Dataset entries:
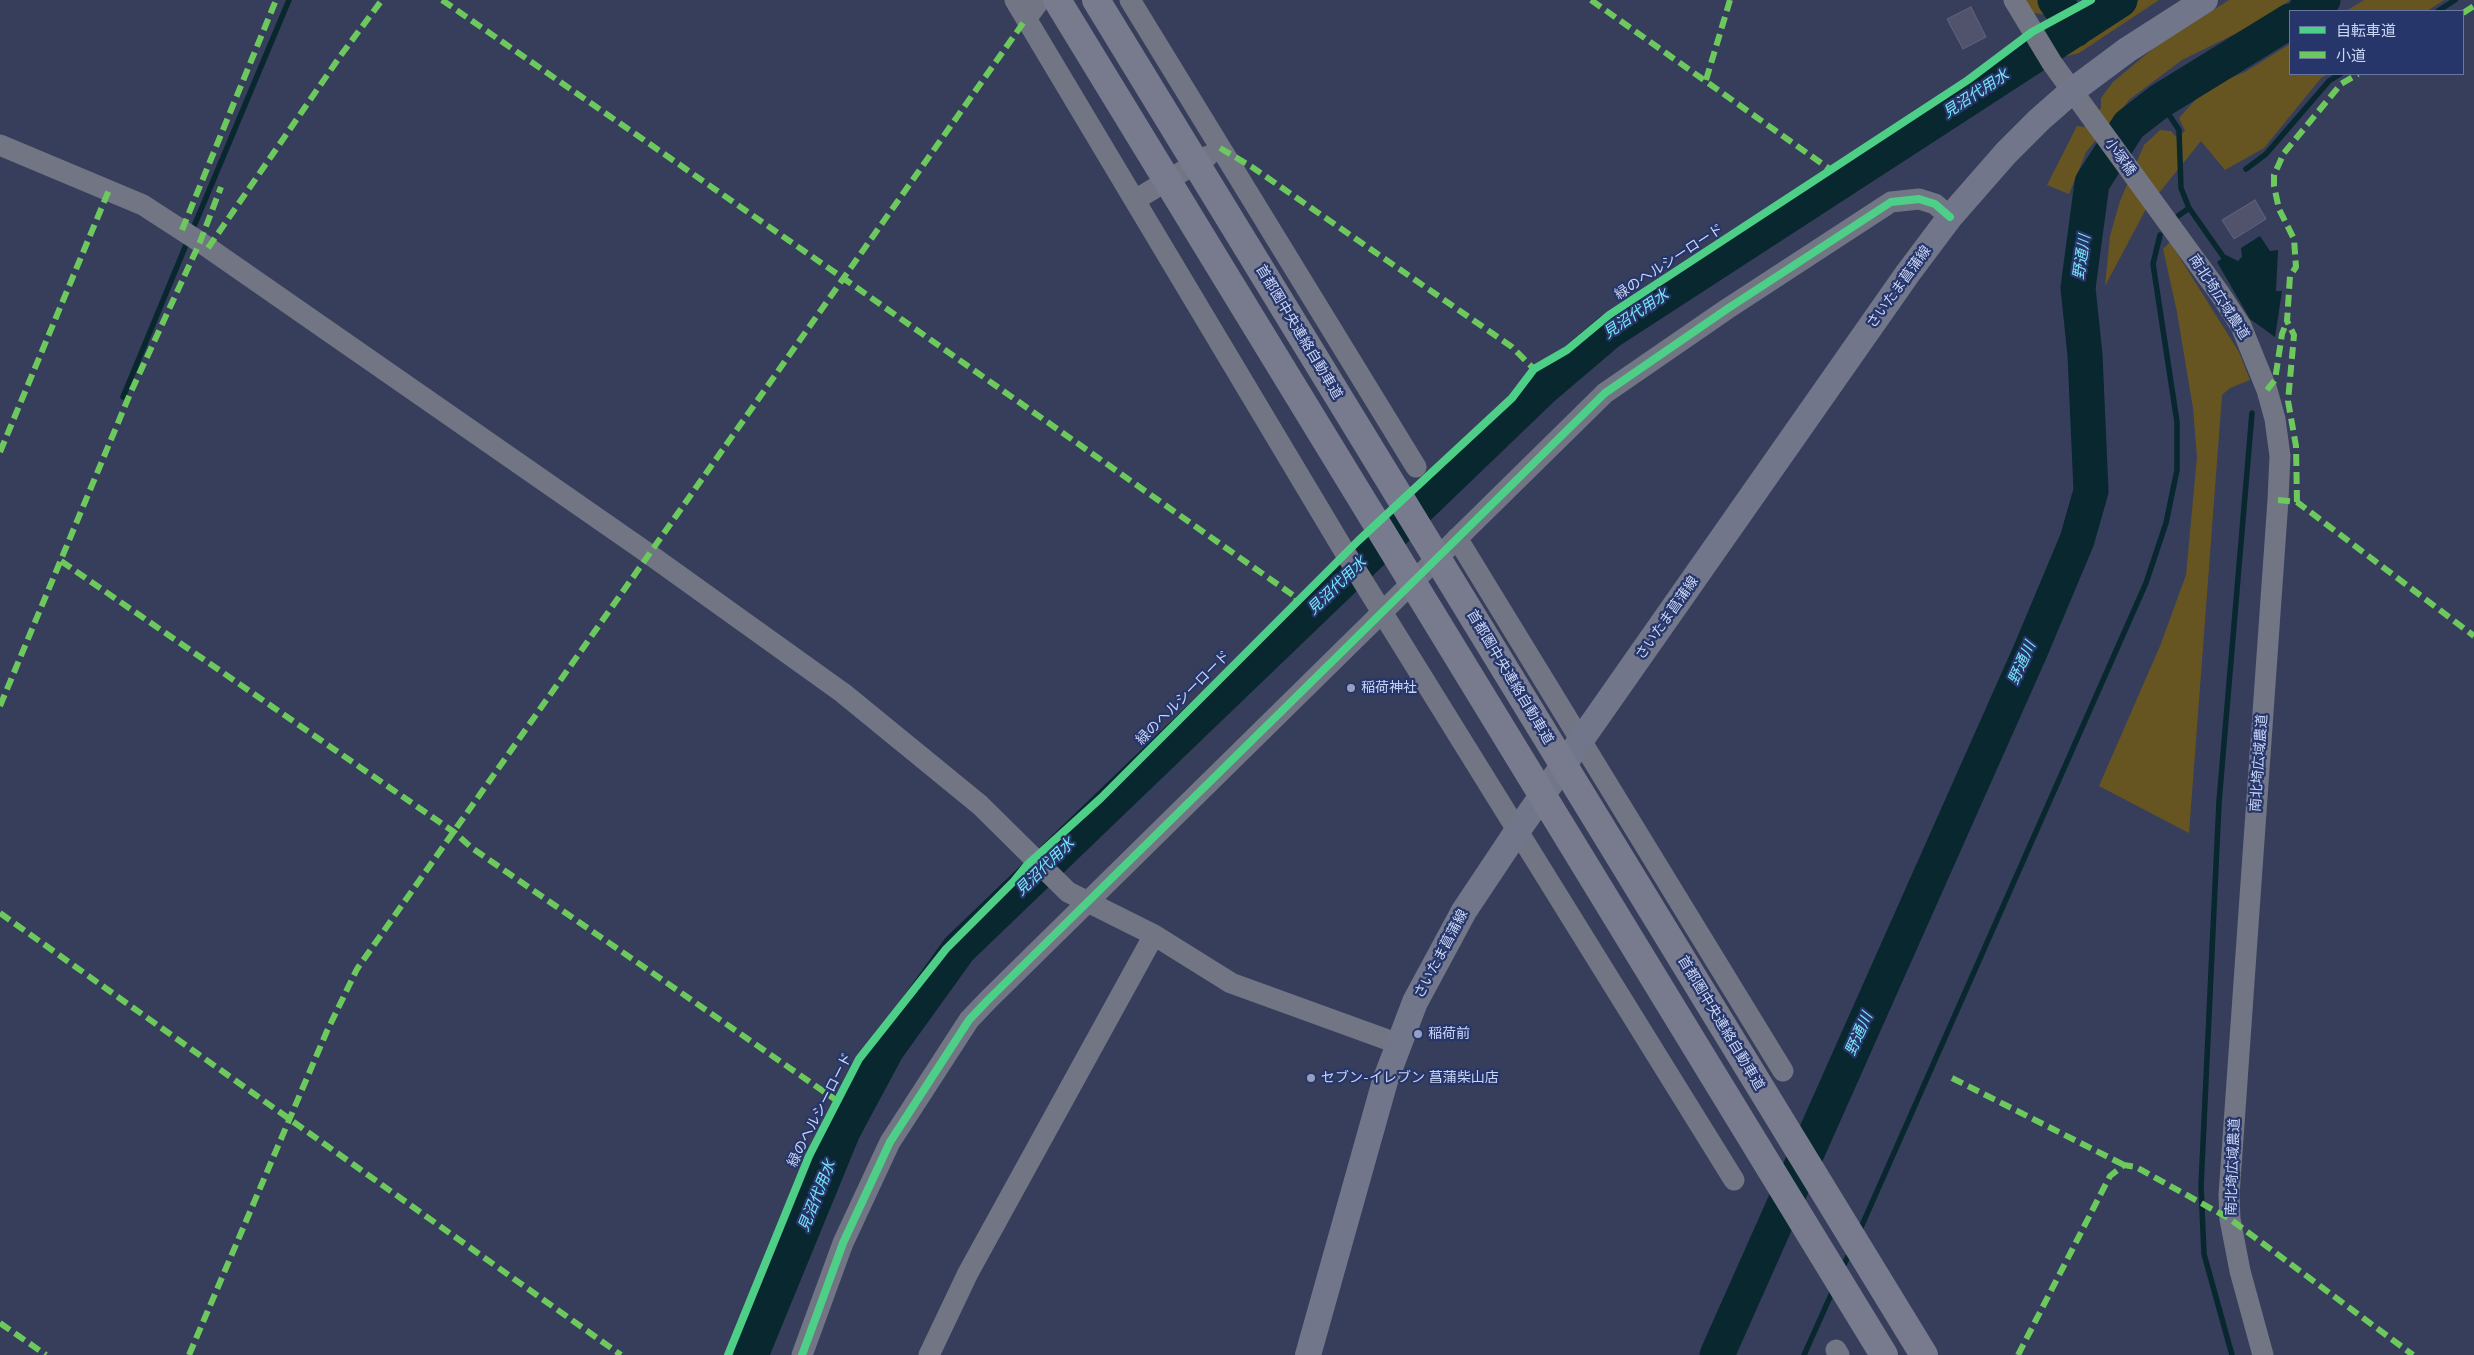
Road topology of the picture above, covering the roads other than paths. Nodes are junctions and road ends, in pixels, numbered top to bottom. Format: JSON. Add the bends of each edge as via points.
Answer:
{"nodes":[{"id":1,"x":1015,"y":0,"type":"edge"},
{"id":2,"x":1040,"y":0,"type":"edge"},
{"id":3,"x":1057,"y":0,"type":"edge"},
{"id":4,"x":1096,"y":0,"type":"edge"},
{"id":5,"x":1130,"y":0,"type":"edge"},
{"id":6,"x":2014,"y":0,"type":"edge"},
{"id":7,"x":2205,"y":0,"type":"edge"},
{"id":8,"x":1026,"y":19,"type":"junction"},
{"id":9,"x":2072,"y":91,"type":"junction"},
{"id":10,"x":0,"y":145,"type":"edge"},
{"id":11,"x":1220,"y":148,"type":"junction"},
{"id":12,"x":1135,"y":200,"type":"junction"},
{"id":13,"x":2152,"y":201,"type":"joint"},
{"id":14,"x":1950,"y":217,"type":"junction"},
{"id":15,"x":1416,"y":467,"type":"dead end"},
{"id":16,"x":1457,"y":538,"type":"junction"},
{"id":17,"x":1382,"y":610,"type":"junction"},
{"id":18,"x":1581,"y":742,"type":"junction"},
{"id":19,"x":1518,"y":830,"type":"junction"},
{"id":20,"x":1086,"y":903,"type":"junction"},
{"id":21,"x":1154,"y":935,"type":"junction"},
{"id":22,"x":1399,"y":1044,"type":"junction"},
{"id":23,"x":1783,"y":1071,"type":"dead end"},
{"id":24,"x":1734,"y":1180,"type":"dead end"},
{"id":25,"x":802,"y":1355,"type":"edge"},
{"id":26,"x":929,"y":1355,"type":"edge"},
{"id":27,"x":1308,"y":1355,"type":"edge"},
{"id":28,"x":1884,"y":1355,"type":"edge"},
{"id":29,"x":1924,"y":1355,"type":"edge"},
{"id":30,"x":2263,"y":1355,"type":"edge"}],
"edges":[{"from":1,"to":8,"type":"street"},
{"from":2,"to":8,"type":"street"},
{"from":3,"to":28,"type":"highway","bridge":true},
{"from":4,"to":29,"type":"highway","name":"首都圏中央連絡自動車道","bridge":true},
{"from":5,"to":11,"type":"street"},
{"from":6,"to":9,"type":"street"},
{"from":7,"to":9,"type":"main road","name":"さいたま菖蒲線","via":[[2127,50]]},
{"from":8,"to":12,"type":"street"},
{"from":9,"to":13,"type":"street","name":"小塚橋"},
{"from":9,"to":14,"type":"main road","name":"さいたま菖蒲線","via":[[2006,153]]},
{"from":10,"to":20,"type":"street","via":[[143,205],[641,549],[843,693],[980,805],[1068,892]]},
{"from":11,"to":12,"type":"street"},
{"from":11,"to":15,"type":"street"},
{"from":12,"to":17,"type":"street"},
{"from":13,"to":30,"type":"street","name":"南北埼広域農道","via":[[2241,326],[2267,390],[2280,456],[2229,1195],[2240,1271]]},
{"from":14,"to":16,"type":"street","via":[[1935,204],[1918,199],[1891,202],[1605,393]]},
{"from":14,"to":18,"type":"main road","name":"さいたま菖蒲線"},
{"from":16,"to":17,"type":"street"},
{"from":16,"to":18,"type":"street"},
{"from":17,"to":19,"type":"street"},
{"from":17,"to":20,"type":"street"},
{"from":18,"to":19,"type":"main road","name":"さいたま菖蒲線"},
{"from":18,"to":23,"type":"street"},
{"from":19,"to":22,"type":"main road","name":"さいたま菖蒲線","via":[[1438,956]]},
{"from":19,"to":24,"type":"street"},
{"from":20,"to":21,"type":"street"},
{"from":20,"to":25,"type":"street","via":[[969,1020],[890,1142],[843,1243]]},
{"from":21,"to":22,"type":"street","via":[[1231,983]]},
{"from":21,"to":26,"type":"street","via":[[968,1273]]},
{"from":22,"to":27,"type":"main road","name":"さいたま菖蒲線","via":[[1372,1121]]}]}
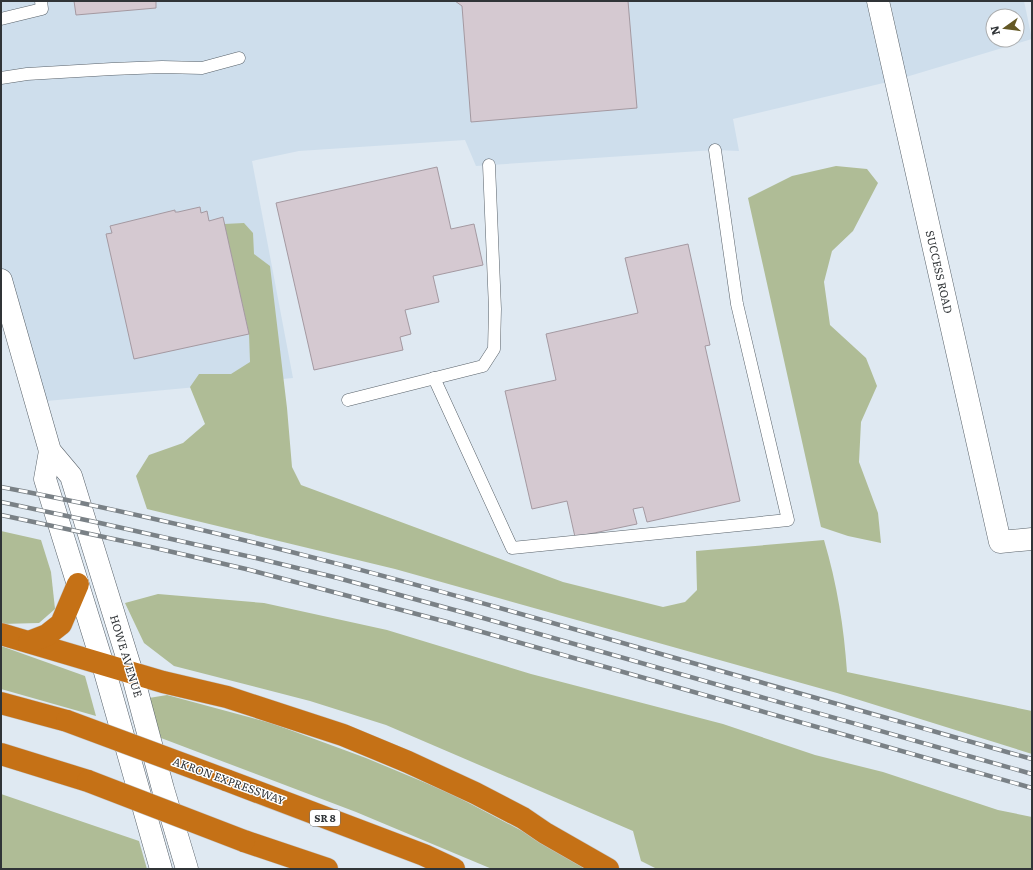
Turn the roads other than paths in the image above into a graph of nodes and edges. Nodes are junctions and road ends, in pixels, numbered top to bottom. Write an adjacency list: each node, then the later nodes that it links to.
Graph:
1 (41, 1): 3 (lane)
2 (878, 1): 12 (street, SUCCESS ROAD)
3 (1, 20)
4 (239, 58): 5 (lane)
5 (1, 78)
6 (715, 150): 9 (lane)
7 (490, 165): 9 (lane)
8 (1, 280): 11 (street, HOWE AVENUE)
9 (434, 378): 10 (lane)
10 (348, 400)
11 (50, 451): 13 (street, HOWE AVENUE); 17 (street, HOWE AVENUE)
12 (1032, 539)
13 (78, 584): 15 (highway); 16 (street, HOWE AVENUE)
14 (1, 634): 15 (highway)
15 (29, 642): 16 (highway)
16 (103, 664): 17 (highway); 20 (street, HOWE AVENUE)
17 (132, 673): 21 (street, HOWE AVENUE); 24 (highway)
18 (1, 703): 23 (highway, AKRON EXPRESSWAY / SR 8, bridge)
19 (1, 754): 22 (highway, bridge)
20 (161, 869)
21 (188, 869)
22 (327, 869)
23 (454, 869)
24 (608, 869)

** Problem to work on **
Repeat each entry above exactly. Omit the pictures.

** Solution to this problem **
Road topology of the picture above, covering the roads other than paths. Nodes are junctions and road ends, in pixels, numbered top to bottom. Format: JSON. Add the bends of each edge as via points.
Answer:
{"nodes":[{"id":1,"x":1015,"y":0,"type":"edge"},
{"id":2,"x":1040,"y":0,"type":"edge"},
{"id":3,"x":1057,"y":0,"type":"edge"},
{"id":4,"x":1096,"y":0,"type":"edge"},
{"id":5,"x":1130,"y":0,"type":"edge"},
{"id":6,"x":2014,"y":0,"type":"edge"},
{"id":7,"x":2205,"y":0,"type":"edge"},
{"id":8,"x":1026,"y":19,"type":"junction"},
{"id":9,"x":2072,"y":91,"type":"junction"},
{"id":10,"x":0,"y":145,"type":"edge"},
{"id":11,"x":1220,"y":148,"type":"junction"},
{"id":12,"x":1135,"y":200,"type":"junction"},
{"id":13,"x":2152,"y":201,"type":"joint"},
{"id":14,"x":1950,"y":217,"type":"junction"},
{"id":15,"x":1416,"y":467,"type":"dead end"},
{"id":16,"x":1457,"y":538,"type":"junction"},
{"id":17,"x":1382,"y":610,"type":"junction"},
{"id":18,"x":1581,"y":742,"type":"junction"},
{"id":19,"x":1518,"y":830,"type":"junction"},
{"id":20,"x":1086,"y":903,"type":"junction"},
{"id":21,"x":1154,"y":935,"type":"junction"},
{"id":22,"x":1399,"y":1044,"type":"junction"},
{"id":23,"x":1783,"y":1071,"type":"dead end"},
{"id":24,"x":1734,"y":1180,"type":"dead end"},
{"id":25,"x":802,"y":1355,"type":"edge"},
{"id":26,"x":929,"y":1355,"type":"edge"},
{"id":27,"x":1308,"y":1355,"type":"edge"},
{"id":28,"x":1884,"y":1355,"type":"edge"},
{"id":29,"x":1924,"y":1355,"type":"edge"},
{"id":30,"x":2263,"y":1355,"type":"edge"}],
"edges":[{"from":1,"to":8,"type":"street"},
{"from":2,"to":8,"type":"street"},
{"from":3,"to":28,"type":"highway","bridge":true},
{"from":4,"to":29,"type":"highway","name":"首都圏中央連絡自動車道","bridge":true},
{"from":5,"to":11,"type":"street"},
{"from":6,"to":9,"type":"street"},
{"from":7,"to":9,"type":"main road","name":"さいたま菖蒲線","via":[[2127,50]]},
{"from":8,"to":12,"type":"street"},
{"from":9,"to":13,"type":"street","name":"小塚橋"},
{"from":9,"to":14,"type":"main road","name":"さいたま菖蒲線","via":[[2006,153]]},
{"from":10,"to":20,"type":"street","via":[[143,205],[641,549],[843,693],[980,805],[1068,892]]},
{"from":11,"to":12,"type":"street"},
{"from":11,"to":15,"type":"street"},
{"from":12,"to":17,"type":"street"},
{"from":13,"to":30,"type":"street","name":"南北埼広域農道","via":[[2241,326],[2267,390],[2280,456],[2229,1195],[2240,1271]]},
{"from":14,"to":16,"type":"street","via":[[1935,204],[1918,199],[1891,202],[1605,393]]},
{"from":14,"to":18,"type":"main road","name":"さいたま菖蒲線"},
{"from":16,"to":17,"type":"street"},
{"from":16,"to":18,"type":"street"},
{"from":17,"to":19,"type":"street"},
{"from":17,"to":20,"type":"street"},
{"from":18,"to":19,"type":"main road","name":"さいたま菖蒲線"},
{"from":18,"to":23,"type":"street"},
{"from":19,"to":22,"type":"main road","name":"さいたま菖蒲線","via":[[1438,956]]},
{"from":19,"to":24,"type":"street"},
{"from":20,"to":21,"type":"street"},
{"from":20,"to":25,"type":"street","via":[[969,1020],[890,1142],[843,1243]]},
{"from":21,"to":22,"type":"street","via":[[1231,983]]},
{"from":21,"to":26,"type":"street","via":[[968,1273]]},
{"from":22,"to":27,"type":"main road","name":"さいたま菖蒲線","via":[[1372,1121]]}]}
Turn the roads other than paths in the image above into a graph of nodes and edges. Nodes are junctions and road ends, in pixels, numbered top to bottom. Write an adjacency list: each node, then the later nodes that it links to.
Graph:
1 (41, 1): 3 (lane)
2 (878, 1): 12 (street, SUCCESS ROAD)
3 (1, 20)
4 (239, 58): 5 (lane)
5 (1, 78)
6 (715, 150): 9 (lane)
7 (490, 165): 9 (lane)
8 (1, 280): 11 (street, HOWE AVENUE)
9 (434, 378): 10 (lane)
10 (348, 400)
11 (50, 451): 13 (street, HOWE AVENUE); 17 (street, HOWE AVENUE)
12 (1032, 539)
13 (78, 584): 15 (highway); 16 (street, HOWE AVENUE)
14 (1, 634): 15 (highway)
15 (29, 642): 16 (highway)
16 (103, 664): 17 (highway); 20 (street, HOWE AVENUE)
17 (132, 673): 21 (street, HOWE AVENUE); 24 (highway)
18 (1, 703): 23 (highway, AKRON EXPRESSWAY / SR 8, bridge)
19 (1, 754): 22 (highway, bridge)
20 (161, 869)
21 (188, 869)
22 (327, 869)
23 (454, 869)
24 (608, 869)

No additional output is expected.